▶ **RECORDS FOR THIS EXERCISE**:
==*==

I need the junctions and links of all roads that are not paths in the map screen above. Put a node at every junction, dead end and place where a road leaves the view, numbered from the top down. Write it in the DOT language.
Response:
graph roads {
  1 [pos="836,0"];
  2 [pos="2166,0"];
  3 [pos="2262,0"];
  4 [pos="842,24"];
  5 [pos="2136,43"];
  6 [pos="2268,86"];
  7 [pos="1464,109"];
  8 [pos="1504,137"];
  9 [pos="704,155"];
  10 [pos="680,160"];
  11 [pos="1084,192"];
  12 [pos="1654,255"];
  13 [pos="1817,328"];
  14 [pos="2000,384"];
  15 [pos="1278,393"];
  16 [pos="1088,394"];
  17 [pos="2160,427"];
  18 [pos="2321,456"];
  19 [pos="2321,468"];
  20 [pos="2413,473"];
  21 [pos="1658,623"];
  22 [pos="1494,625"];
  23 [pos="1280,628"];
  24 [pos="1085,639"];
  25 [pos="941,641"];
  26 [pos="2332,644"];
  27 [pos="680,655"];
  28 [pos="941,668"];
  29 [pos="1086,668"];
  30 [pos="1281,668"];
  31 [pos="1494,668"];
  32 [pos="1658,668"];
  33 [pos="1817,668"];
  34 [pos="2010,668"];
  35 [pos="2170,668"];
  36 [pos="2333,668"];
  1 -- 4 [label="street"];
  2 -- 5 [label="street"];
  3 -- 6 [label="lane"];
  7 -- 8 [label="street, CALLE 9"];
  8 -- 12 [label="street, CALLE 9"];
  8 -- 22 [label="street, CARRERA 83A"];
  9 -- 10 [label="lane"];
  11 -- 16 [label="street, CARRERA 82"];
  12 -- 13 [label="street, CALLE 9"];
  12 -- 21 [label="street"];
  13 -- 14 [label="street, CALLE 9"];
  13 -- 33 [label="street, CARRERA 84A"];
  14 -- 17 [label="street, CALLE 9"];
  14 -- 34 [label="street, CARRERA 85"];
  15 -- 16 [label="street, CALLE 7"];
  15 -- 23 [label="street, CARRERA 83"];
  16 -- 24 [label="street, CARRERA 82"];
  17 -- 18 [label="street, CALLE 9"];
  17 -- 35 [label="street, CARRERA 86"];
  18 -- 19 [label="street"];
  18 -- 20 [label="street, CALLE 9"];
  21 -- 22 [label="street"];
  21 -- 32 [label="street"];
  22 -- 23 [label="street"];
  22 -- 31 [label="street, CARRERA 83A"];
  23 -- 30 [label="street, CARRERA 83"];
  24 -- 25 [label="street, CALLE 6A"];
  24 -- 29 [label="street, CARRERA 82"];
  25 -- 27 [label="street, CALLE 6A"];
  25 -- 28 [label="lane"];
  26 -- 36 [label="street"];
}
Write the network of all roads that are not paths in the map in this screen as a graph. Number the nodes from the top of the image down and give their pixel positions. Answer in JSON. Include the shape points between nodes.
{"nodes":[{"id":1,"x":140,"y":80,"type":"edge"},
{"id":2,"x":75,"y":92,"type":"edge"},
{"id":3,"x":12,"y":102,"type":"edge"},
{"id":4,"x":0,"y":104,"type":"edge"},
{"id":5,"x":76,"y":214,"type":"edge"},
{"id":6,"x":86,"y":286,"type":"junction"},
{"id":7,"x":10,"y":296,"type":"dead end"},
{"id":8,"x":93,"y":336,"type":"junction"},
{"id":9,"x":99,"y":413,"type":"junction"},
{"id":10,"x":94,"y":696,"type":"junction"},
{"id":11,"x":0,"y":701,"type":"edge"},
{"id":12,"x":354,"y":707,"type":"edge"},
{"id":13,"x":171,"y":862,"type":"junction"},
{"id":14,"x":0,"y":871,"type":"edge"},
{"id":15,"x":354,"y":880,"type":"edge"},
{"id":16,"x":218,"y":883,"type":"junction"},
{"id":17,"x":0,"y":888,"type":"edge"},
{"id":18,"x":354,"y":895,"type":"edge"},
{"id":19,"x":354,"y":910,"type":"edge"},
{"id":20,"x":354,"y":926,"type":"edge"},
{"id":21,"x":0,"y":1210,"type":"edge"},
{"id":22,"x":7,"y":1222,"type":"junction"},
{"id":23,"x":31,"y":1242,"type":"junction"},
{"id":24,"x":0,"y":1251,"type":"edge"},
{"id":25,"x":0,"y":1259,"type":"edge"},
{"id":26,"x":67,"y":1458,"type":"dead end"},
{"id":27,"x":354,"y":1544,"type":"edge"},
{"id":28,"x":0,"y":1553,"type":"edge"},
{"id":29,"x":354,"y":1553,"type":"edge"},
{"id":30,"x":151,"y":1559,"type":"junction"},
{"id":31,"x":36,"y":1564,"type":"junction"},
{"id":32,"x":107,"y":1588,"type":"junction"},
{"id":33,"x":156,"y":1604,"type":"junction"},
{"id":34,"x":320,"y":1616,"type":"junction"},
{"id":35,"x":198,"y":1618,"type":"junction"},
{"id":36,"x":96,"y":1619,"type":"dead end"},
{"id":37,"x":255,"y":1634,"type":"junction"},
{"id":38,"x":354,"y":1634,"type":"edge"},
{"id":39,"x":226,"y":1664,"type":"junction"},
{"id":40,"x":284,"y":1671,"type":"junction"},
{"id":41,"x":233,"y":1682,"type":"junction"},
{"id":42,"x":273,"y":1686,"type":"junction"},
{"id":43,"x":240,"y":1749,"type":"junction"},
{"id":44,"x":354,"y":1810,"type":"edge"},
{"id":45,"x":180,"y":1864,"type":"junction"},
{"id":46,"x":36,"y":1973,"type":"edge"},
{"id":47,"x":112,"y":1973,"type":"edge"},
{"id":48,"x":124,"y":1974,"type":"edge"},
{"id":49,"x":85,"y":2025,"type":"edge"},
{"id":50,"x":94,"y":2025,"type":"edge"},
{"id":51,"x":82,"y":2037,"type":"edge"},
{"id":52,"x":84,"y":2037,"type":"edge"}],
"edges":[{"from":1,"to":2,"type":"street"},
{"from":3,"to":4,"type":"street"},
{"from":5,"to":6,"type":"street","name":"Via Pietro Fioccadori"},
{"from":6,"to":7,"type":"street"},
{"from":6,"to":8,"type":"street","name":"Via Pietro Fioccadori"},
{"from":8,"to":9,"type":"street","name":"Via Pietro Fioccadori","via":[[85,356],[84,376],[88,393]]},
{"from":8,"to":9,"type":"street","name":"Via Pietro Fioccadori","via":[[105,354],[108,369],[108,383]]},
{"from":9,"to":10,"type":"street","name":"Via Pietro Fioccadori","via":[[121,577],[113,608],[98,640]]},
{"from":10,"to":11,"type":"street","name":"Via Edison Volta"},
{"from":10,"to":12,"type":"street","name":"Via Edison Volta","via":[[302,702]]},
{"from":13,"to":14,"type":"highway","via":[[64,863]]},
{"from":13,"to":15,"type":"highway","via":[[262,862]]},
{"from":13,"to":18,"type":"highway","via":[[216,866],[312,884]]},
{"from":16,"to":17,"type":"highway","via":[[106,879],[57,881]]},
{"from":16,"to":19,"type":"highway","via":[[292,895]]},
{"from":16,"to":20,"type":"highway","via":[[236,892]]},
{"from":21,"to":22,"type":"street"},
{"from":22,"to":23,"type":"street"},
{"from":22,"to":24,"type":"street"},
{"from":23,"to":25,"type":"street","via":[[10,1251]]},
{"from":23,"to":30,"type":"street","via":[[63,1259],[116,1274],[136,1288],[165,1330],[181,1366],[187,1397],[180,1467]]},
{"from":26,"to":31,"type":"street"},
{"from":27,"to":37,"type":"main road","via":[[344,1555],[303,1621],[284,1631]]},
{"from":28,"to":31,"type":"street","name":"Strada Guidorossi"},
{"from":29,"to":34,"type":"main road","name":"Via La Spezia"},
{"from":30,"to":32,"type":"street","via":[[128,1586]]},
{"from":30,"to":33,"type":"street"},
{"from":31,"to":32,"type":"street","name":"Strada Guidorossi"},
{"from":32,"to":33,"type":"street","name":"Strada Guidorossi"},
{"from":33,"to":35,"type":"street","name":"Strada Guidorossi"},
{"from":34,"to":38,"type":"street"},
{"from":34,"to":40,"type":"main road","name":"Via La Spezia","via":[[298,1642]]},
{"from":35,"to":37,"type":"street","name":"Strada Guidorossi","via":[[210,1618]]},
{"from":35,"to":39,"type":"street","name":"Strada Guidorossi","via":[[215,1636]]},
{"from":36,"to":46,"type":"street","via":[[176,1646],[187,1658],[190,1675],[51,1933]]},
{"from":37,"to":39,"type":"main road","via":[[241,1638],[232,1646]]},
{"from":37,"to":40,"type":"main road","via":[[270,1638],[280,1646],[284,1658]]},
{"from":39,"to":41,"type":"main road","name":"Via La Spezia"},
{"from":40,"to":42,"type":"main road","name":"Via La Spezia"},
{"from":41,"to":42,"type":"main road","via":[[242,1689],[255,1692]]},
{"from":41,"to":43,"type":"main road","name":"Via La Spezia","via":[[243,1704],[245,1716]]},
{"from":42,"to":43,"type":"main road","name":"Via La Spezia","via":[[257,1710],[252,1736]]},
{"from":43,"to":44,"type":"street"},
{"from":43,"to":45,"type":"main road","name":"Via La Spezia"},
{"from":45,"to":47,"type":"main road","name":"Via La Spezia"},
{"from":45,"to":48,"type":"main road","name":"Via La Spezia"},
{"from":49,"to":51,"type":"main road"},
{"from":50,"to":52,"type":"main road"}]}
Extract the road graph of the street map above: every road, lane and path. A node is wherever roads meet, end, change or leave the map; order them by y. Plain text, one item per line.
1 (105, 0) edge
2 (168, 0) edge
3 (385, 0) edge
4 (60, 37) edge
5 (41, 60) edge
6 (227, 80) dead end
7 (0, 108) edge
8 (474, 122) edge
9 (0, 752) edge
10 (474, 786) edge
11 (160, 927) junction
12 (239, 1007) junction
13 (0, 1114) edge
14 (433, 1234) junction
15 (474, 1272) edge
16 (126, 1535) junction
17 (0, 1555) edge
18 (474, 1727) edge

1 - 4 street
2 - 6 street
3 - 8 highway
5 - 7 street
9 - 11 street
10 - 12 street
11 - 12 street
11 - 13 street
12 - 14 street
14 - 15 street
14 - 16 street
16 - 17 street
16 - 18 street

==*==

Each line above that contains the word "Guidorossi" must be copied.

▶ **ANSWER TO THIS EXERCISE**:
{"from":28,"to":31,"type":"street","name":"Strada Guidorossi"},
{"from":31,"to":32,"type":"street","name":"Strada Guidorossi"},
{"from":32,"to":33,"type":"street","name":"Strada Guidorossi"},
{"from":33,"to":35,"type":"street","name":"Strada Guidorossi"},
{"from":35,"to":37,"type":"street","name":"Strada Guidorossi","via":[[210,1618]]},
{"from":35,"to":39,"type":"street","name":"Strada Guidorossi","via":[[215,1636]]},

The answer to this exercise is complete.